**** PROVIDED MATERIAL
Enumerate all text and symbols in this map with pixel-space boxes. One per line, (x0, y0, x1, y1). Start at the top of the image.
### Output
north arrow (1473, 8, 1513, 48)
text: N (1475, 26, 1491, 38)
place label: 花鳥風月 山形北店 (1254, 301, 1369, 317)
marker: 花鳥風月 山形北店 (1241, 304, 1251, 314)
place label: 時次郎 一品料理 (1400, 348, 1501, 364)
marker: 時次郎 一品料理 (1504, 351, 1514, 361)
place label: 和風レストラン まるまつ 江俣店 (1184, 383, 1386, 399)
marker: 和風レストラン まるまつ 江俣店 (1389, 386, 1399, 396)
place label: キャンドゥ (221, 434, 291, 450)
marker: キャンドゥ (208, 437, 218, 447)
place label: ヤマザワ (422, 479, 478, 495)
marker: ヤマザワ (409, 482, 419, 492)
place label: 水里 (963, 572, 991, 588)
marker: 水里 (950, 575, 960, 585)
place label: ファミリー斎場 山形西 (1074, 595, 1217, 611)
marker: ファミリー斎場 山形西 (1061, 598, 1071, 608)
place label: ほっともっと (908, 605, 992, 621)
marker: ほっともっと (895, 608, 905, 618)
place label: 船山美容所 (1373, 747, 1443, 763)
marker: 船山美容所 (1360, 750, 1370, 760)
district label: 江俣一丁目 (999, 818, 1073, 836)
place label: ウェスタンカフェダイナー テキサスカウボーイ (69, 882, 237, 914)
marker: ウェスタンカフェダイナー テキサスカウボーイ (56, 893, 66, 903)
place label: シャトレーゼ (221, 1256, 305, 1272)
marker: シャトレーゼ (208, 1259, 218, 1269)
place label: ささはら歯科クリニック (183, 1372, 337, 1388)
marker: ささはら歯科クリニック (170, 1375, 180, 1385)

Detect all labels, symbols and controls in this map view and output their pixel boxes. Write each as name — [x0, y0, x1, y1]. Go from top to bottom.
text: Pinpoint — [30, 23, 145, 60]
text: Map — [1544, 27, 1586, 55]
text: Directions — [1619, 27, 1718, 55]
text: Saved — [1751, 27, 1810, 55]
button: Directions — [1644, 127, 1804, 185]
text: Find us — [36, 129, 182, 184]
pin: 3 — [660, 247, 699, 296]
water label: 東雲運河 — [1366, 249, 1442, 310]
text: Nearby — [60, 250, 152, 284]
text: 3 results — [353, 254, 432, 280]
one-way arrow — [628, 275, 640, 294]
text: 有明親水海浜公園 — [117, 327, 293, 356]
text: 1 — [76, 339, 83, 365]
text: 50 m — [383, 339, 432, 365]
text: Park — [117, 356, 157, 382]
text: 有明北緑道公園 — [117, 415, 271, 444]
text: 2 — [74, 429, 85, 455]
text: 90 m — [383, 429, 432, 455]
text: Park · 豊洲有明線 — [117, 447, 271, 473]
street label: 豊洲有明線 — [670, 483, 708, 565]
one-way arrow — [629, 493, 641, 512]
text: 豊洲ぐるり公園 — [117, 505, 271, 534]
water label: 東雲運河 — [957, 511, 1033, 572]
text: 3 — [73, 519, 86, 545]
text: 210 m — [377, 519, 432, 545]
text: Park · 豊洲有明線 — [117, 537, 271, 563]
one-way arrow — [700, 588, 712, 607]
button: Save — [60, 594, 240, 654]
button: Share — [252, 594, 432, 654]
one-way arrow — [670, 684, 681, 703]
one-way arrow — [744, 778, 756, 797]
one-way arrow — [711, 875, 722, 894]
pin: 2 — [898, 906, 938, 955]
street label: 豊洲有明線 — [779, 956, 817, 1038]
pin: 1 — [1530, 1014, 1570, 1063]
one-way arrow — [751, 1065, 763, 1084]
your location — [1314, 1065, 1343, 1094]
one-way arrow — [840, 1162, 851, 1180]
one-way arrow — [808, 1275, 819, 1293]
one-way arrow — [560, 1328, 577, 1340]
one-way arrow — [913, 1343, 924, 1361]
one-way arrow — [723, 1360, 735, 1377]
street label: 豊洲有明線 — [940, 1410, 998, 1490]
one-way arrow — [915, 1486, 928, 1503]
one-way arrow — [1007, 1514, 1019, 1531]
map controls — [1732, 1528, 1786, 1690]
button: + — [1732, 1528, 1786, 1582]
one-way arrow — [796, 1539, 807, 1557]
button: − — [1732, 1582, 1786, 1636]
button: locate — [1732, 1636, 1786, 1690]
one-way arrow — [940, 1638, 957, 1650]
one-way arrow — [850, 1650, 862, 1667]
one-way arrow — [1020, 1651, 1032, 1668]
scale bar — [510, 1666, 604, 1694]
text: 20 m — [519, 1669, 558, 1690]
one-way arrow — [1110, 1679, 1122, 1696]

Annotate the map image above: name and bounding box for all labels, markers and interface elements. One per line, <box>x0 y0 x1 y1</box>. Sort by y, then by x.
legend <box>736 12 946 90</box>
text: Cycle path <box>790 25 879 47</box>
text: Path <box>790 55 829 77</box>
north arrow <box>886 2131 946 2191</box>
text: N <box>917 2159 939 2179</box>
********
__HOW TO COMPLETE THIS TASK__: The entries shown above should be duplicated exactly.

__REPLY TO THE TASK__:
Enumerate all text and symbols in this map with pixel-space boxes. One per line, (x0, y0, x1, y1). Start at the top of the image.
### Output
north arrow (1473, 8, 1513, 48)
text: N (1475, 26, 1491, 38)
place label: 花鳥風月 山形北店 (1254, 301, 1369, 317)
marker: 花鳥風月 山形北店 (1241, 304, 1251, 314)
place label: 時次郎 一品料理 (1400, 348, 1501, 364)
marker: 時次郎 一品料理 (1504, 351, 1514, 361)
place label: 和風レストラン まるまつ 江俣店 (1184, 383, 1386, 399)
marker: 和風レストラン まるまつ 江俣店 (1389, 386, 1399, 396)
place label: キャンドゥ (221, 434, 291, 450)
marker: キャンドゥ (208, 437, 218, 447)
place label: ヤマザワ (422, 479, 478, 495)
marker: ヤマザワ (409, 482, 419, 492)
place label: 水里 (963, 572, 991, 588)
marker: 水里 (950, 575, 960, 585)
place label: ファミリー斎場 山形西 (1074, 595, 1217, 611)
marker: ファミリー斎場 山形西 (1061, 598, 1071, 608)
place label: ほっともっと (908, 605, 992, 621)
marker: ほっともっと (895, 608, 905, 618)
place label: 船山美容所 (1373, 747, 1443, 763)
marker: 船山美容所 (1360, 750, 1370, 760)
district label: 江俣一丁目 (999, 818, 1073, 836)
place label: ウェスタンカフェダイナー テキサスカウボーイ (69, 882, 237, 914)
marker: ウェスタンカフェダイナー テキサスカウボーイ (56, 893, 66, 903)
place label: シャトレーゼ (221, 1256, 305, 1272)
marker: シャトレーゼ (208, 1259, 218, 1269)
place label: ささはら歯科クリニック (183, 1372, 337, 1388)
marker: ささはら歯科クリニック (170, 1375, 180, 1385)

Detect all labels, symbols and controls in this map view and output their pixel boxes. Write each as name — [x0, y0, x1, y1]. Go from top to bottom.
text: Pinpoint — [30, 23, 145, 60]
text: Map — [1544, 27, 1586, 55]
text: Directions — [1619, 27, 1718, 55]
text: Saved — [1751, 27, 1810, 55]
button: Directions — [1644, 127, 1804, 185]
text: Find us — [36, 129, 182, 184]
pin: 3 — [660, 247, 699, 296]
water label: 東雲運河 — [1366, 249, 1442, 310]
text: Nearby — [60, 250, 152, 284]
text: 3 results — [353, 254, 432, 280]
one-way arrow — [628, 275, 640, 294]
text: 有明親水海浜公園 — [117, 327, 293, 356]
text: 1 — [76, 339, 83, 365]
text: 50 m — [383, 339, 432, 365]
text: Park — [117, 356, 157, 382]
text: 有明北緑道公園 — [117, 415, 271, 444]
text: 2 — [74, 429, 85, 455]
text: 90 m — [383, 429, 432, 455]
text: Park · 豊洲有明線 — [117, 447, 271, 473]
street label: 豊洲有明線 — [670, 483, 708, 565]
one-way arrow — [629, 493, 641, 512]
text: 豊洲ぐるり公園 — [117, 505, 271, 534]
water label: 東雲運河 — [957, 511, 1033, 572]
text: 3 — [73, 519, 86, 545]
text: 210 m — [377, 519, 432, 545]
text: Park · 豊洲有明線 — [117, 537, 271, 563]
one-way arrow — [700, 588, 712, 607]
button: Save — [60, 594, 240, 654]
button: Share — [252, 594, 432, 654]
one-way arrow — [670, 684, 681, 703]
one-way arrow — [744, 778, 756, 797]
one-way arrow — [711, 875, 722, 894]
pin: 2 — [898, 906, 938, 955]
street label: 豊洲有明線 — [779, 956, 817, 1038]
pin: 1 — [1530, 1014, 1570, 1063]
one-way arrow — [751, 1065, 763, 1084]
your location — [1314, 1065, 1343, 1094]
one-way arrow — [840, 1162, 851, 1180]
one-way arrow — [808, 1275, 819, 1293]
one-way arrow — [560, 1328, 577, 1340]
one-way arrow — [913, 1343, 924, 1361]
one-way arrow — [723, 1360, 735, 1377]
street label: 豊洲有明線 — [940, 1410, 998, 1490]
one-way arrow — [915, 1486, 928, 1503]
one-way arrow — [1007, 1514, 1019, 1531]
map controls — [1732, 1528, 1786, 1690]
button: + — [1732, 1528, 1786, 1582]
one-way arrow — [796, 1539, 807, 1557]
button: − — [1732, 1582, 1786, 1636]
button: locate — [1732, 1636, 1786, 1690]
one-way arrow — [940, 1638, 957, 1650]
one-way arrow — [850, 1650, 862, 1667]
one-way arrow — [1020, 1651, 1032, 1668]
scale bar — [510, 1666, 604, 1694]
text: 20 m — [519, 1669, 558, 1690]
one-way arrow — [1110, 1679, 1122, 1696]

Annotate the map image above: name and bounding box for all labels, markers and interface elements. One per line, <box>x0 y0 x1 y1</box>. Sort by y, then by x.
legend <box>736 12 946 90</box>
text: Cycle path <box>790 25 879 47</box>
text: Path <box>790 55 829 77</box>
north arrow <box>886 2131 946 2191</box>
text: N <box>917 2159 939 2179</box>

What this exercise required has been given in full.